* ABOUT THIS EXERCISE
In the data that follows, how many lines contain the word "index"? Give only that number.

* RECORDED INFORMATION
——————————

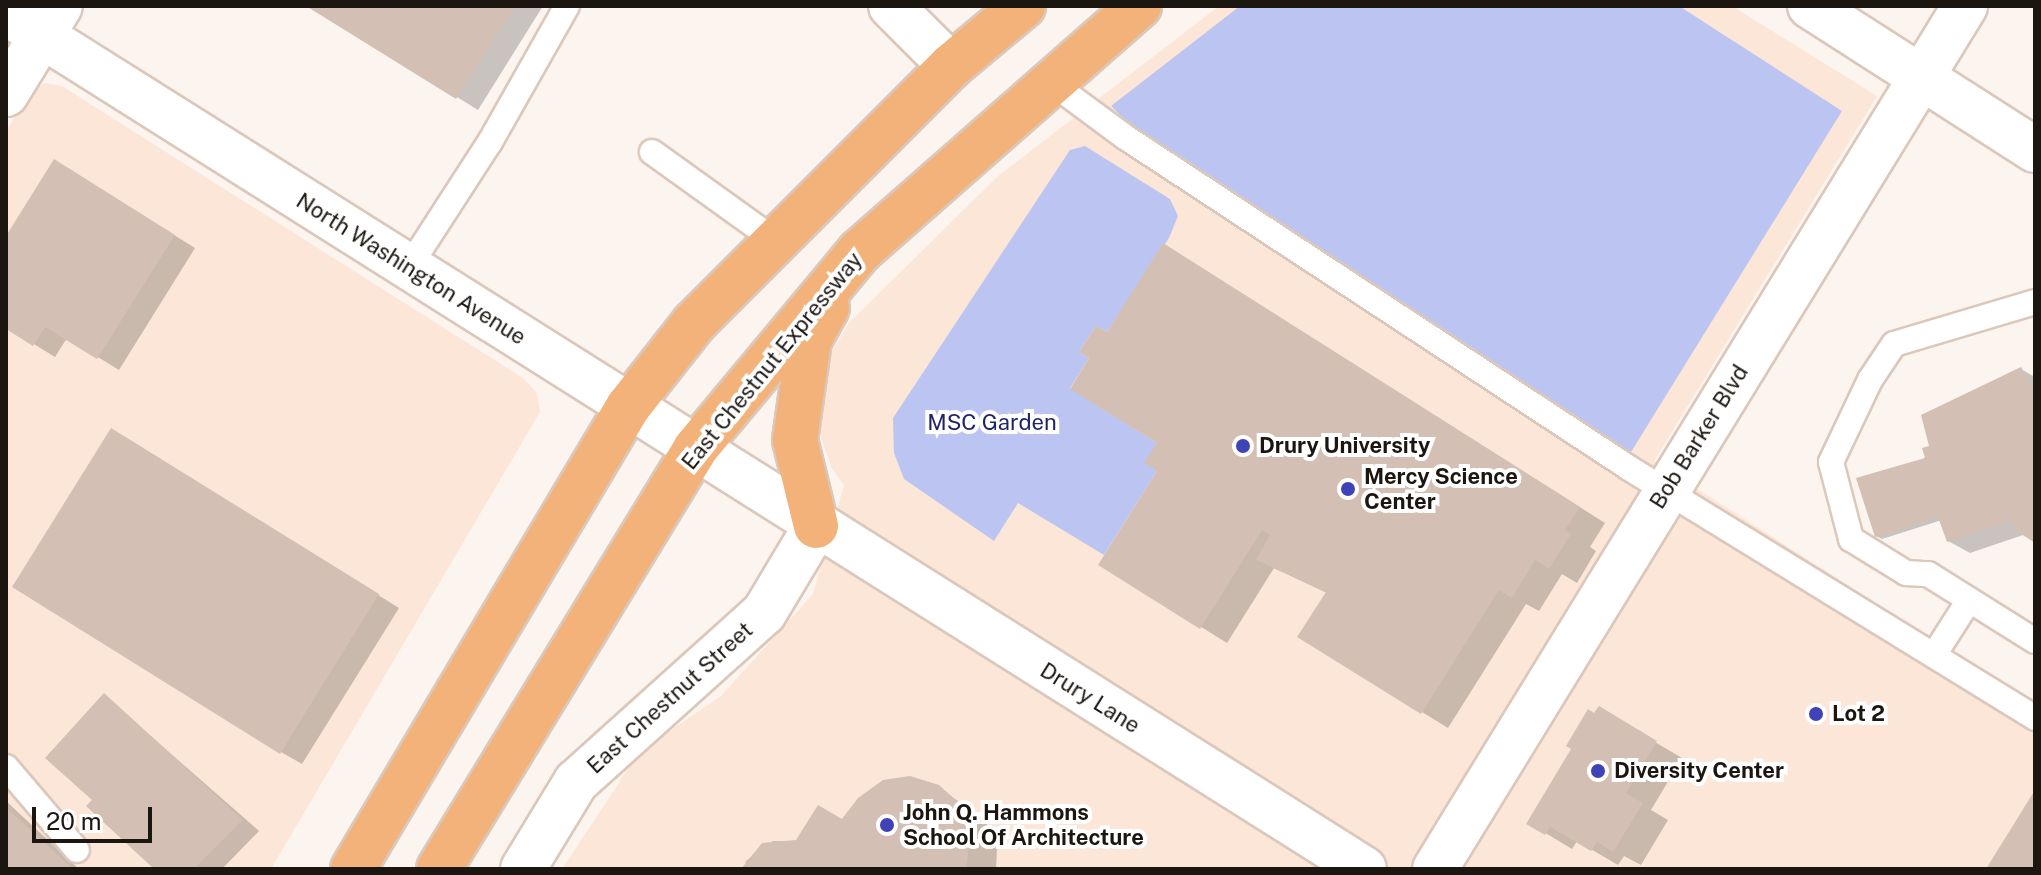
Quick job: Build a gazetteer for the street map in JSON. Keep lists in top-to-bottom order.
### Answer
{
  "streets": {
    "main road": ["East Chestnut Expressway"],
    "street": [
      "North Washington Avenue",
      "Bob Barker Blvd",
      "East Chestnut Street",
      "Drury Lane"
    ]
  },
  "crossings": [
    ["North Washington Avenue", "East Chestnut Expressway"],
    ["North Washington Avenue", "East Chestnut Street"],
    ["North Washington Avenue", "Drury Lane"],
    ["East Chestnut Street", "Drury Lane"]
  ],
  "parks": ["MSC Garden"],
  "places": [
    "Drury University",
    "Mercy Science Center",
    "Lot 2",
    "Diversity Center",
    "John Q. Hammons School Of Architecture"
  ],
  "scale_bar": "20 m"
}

——————————

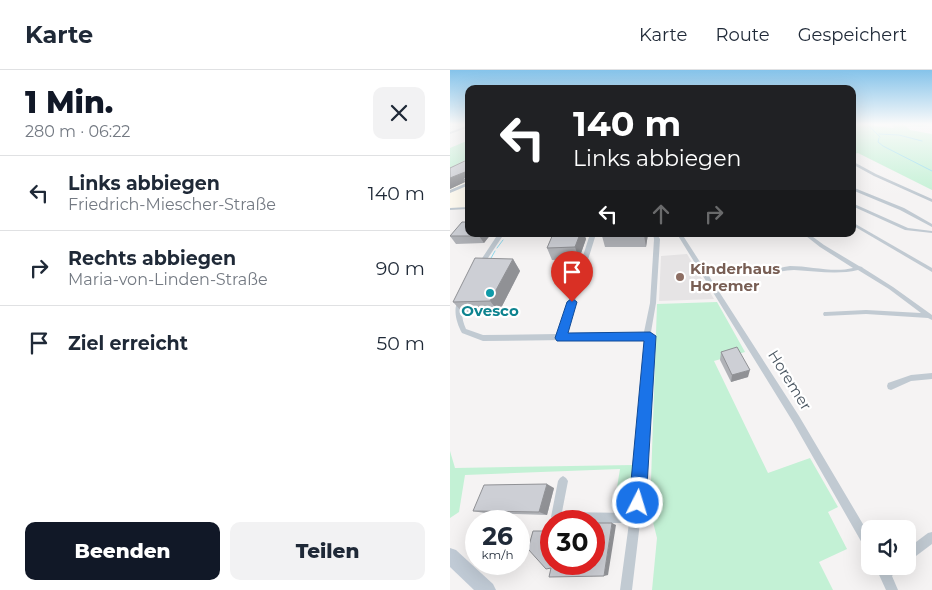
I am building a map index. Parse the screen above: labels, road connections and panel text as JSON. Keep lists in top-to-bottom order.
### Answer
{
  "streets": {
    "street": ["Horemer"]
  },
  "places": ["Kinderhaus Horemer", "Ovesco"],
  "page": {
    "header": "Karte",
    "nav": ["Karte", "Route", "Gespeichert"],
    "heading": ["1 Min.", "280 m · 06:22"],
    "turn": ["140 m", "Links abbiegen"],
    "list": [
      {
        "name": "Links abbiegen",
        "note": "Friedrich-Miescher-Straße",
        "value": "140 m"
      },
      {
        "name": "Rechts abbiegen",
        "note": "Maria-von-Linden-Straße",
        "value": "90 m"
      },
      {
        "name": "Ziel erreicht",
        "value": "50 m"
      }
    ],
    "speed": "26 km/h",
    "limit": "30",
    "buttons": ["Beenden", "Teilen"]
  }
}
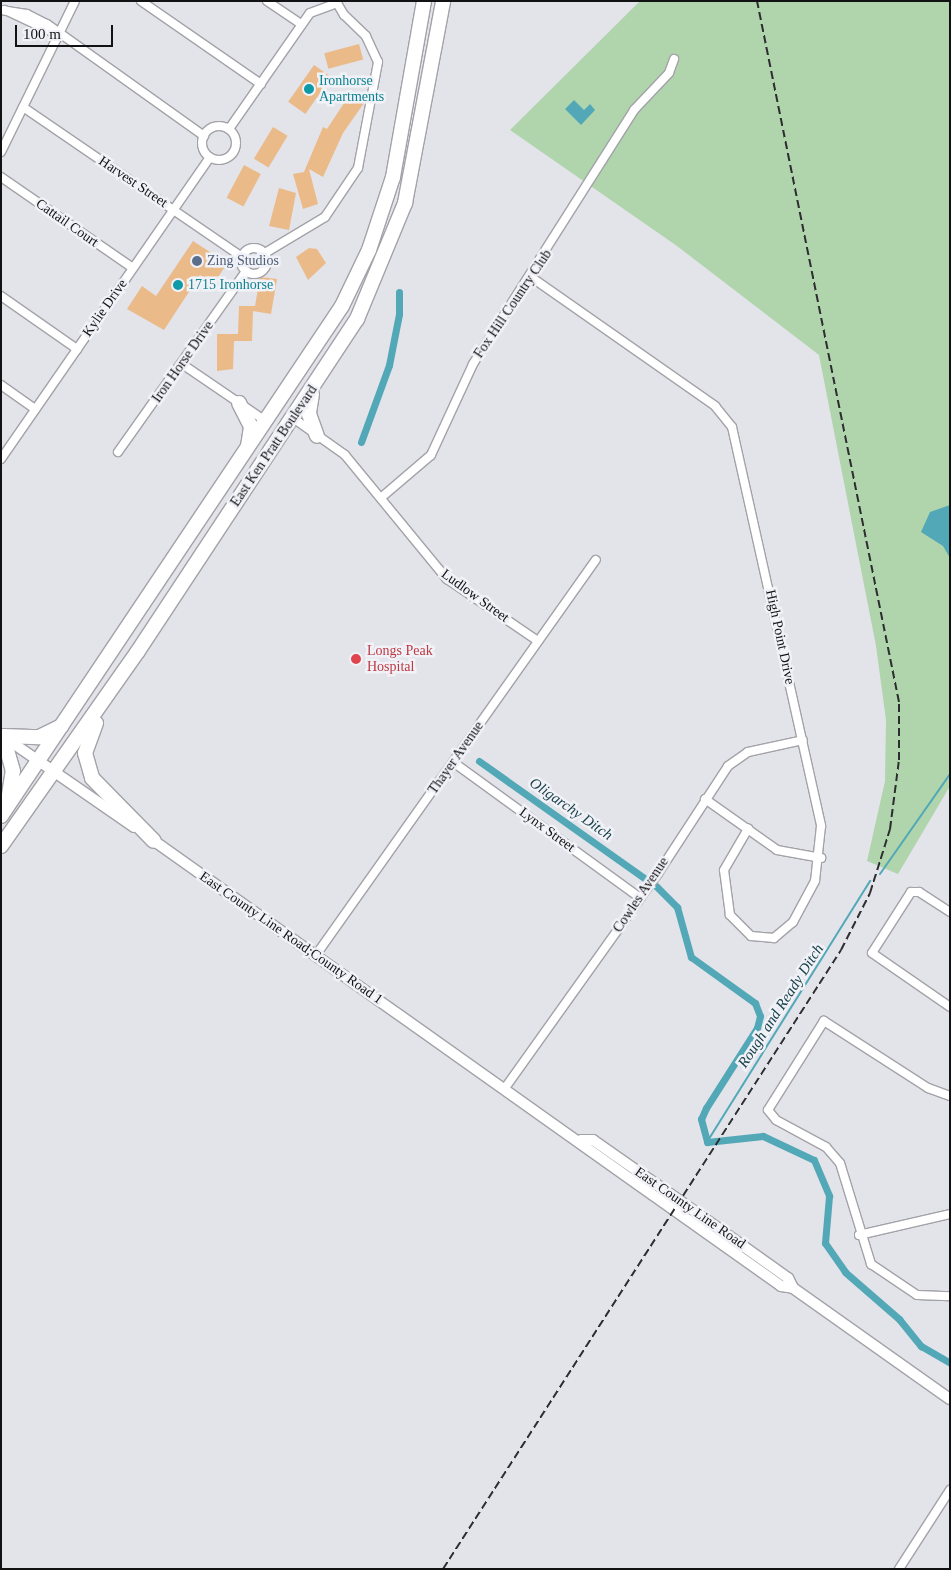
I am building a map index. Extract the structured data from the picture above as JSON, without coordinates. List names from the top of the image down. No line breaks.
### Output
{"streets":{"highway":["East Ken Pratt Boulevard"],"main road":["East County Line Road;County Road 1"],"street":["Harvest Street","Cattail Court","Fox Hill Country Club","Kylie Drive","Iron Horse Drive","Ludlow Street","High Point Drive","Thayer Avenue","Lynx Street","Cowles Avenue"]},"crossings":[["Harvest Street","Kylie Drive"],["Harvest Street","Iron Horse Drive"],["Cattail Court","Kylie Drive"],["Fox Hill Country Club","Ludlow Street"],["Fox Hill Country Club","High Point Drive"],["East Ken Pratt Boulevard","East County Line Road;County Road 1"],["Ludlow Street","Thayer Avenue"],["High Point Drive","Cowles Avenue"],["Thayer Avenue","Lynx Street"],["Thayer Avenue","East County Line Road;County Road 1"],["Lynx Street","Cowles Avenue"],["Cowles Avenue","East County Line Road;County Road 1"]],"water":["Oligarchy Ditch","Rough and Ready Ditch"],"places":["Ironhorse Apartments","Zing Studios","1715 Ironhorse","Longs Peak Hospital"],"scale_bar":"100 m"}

——————————

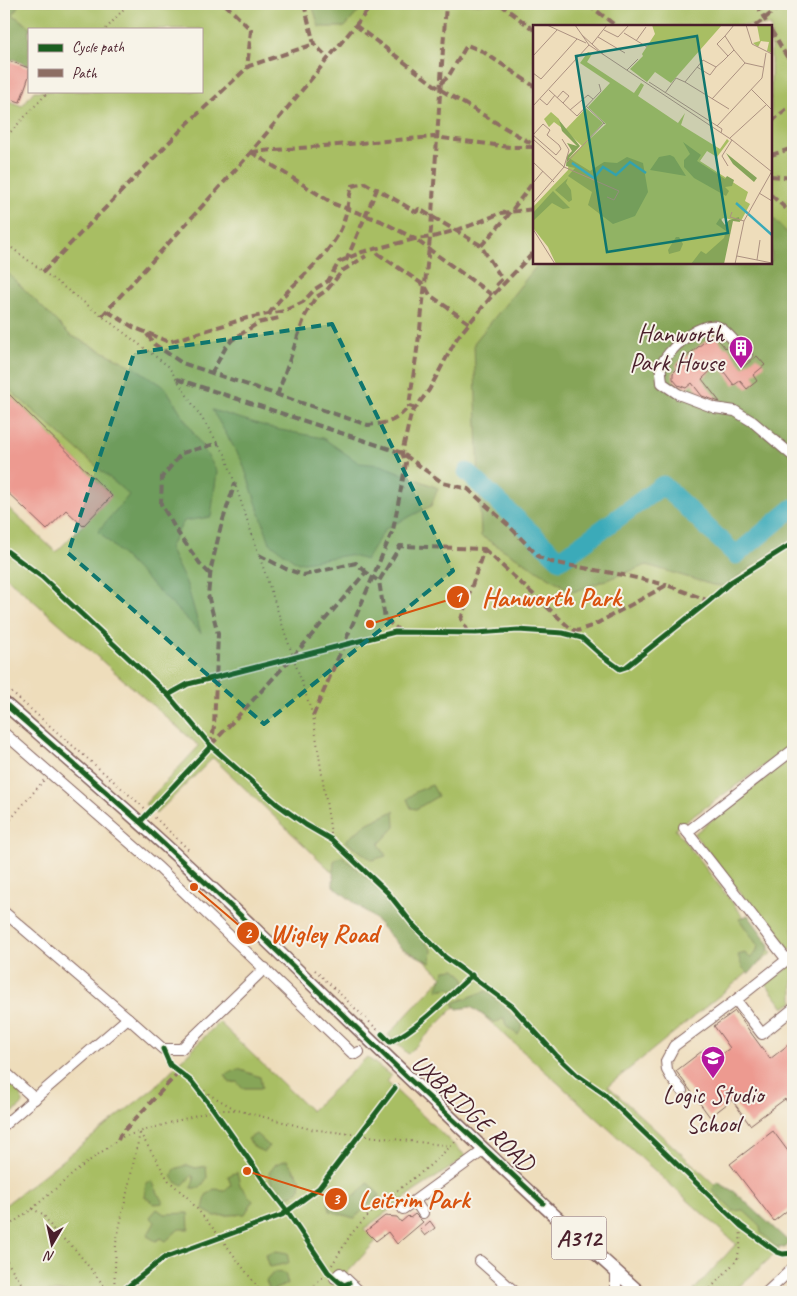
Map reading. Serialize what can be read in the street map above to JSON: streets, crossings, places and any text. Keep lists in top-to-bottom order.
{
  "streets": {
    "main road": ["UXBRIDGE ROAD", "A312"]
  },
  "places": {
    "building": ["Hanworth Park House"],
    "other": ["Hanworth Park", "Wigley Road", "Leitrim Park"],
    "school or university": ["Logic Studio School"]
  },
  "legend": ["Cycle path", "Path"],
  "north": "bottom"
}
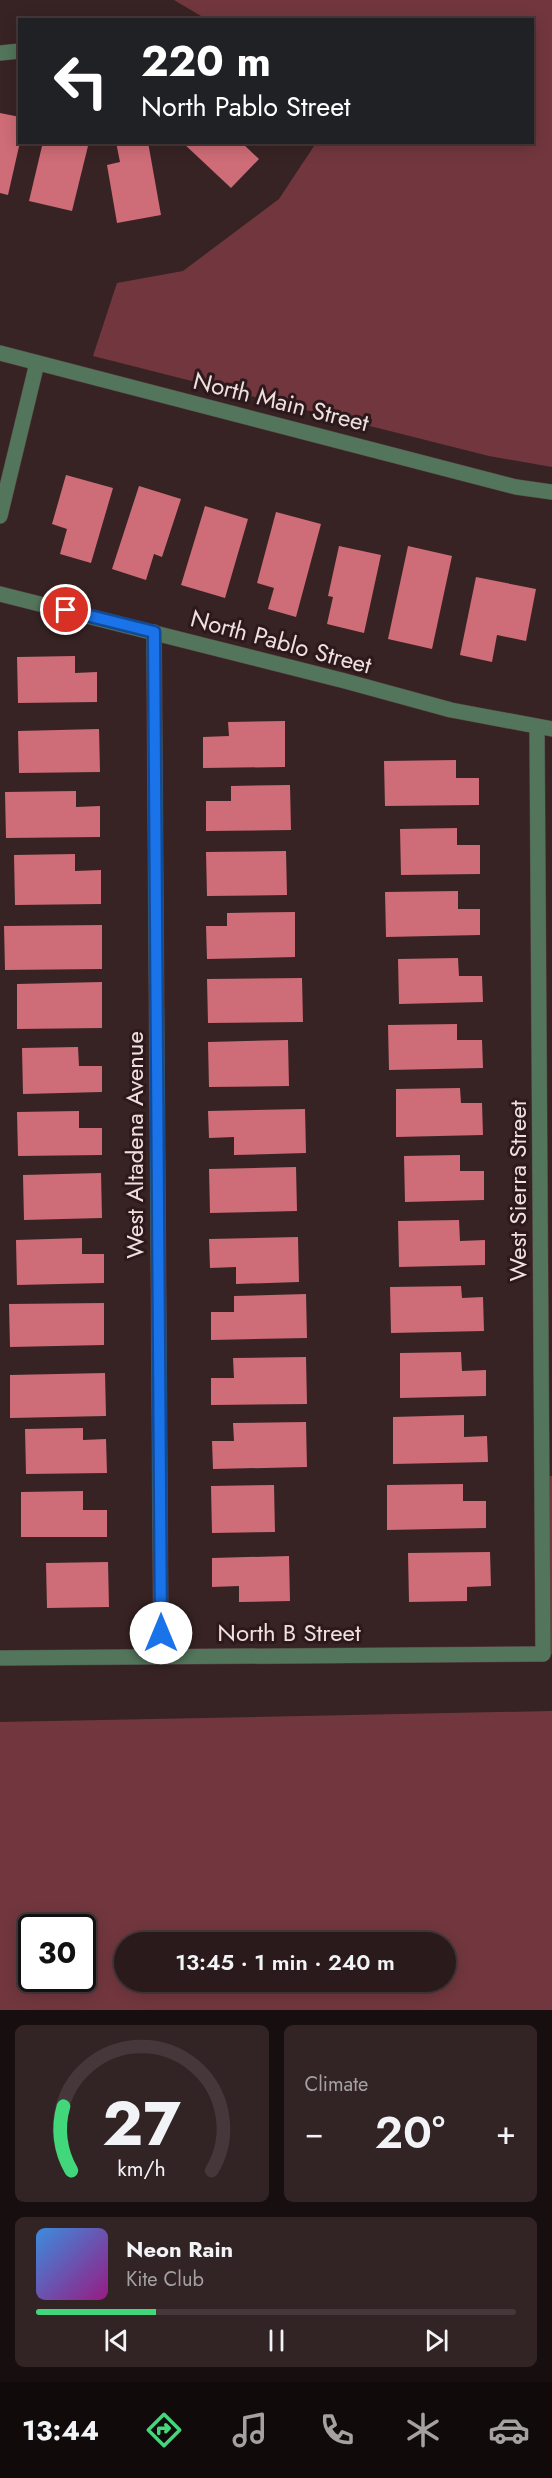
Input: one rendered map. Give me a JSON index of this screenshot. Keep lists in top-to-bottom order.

——————————

* OUTPUT FOR THIS TASK
3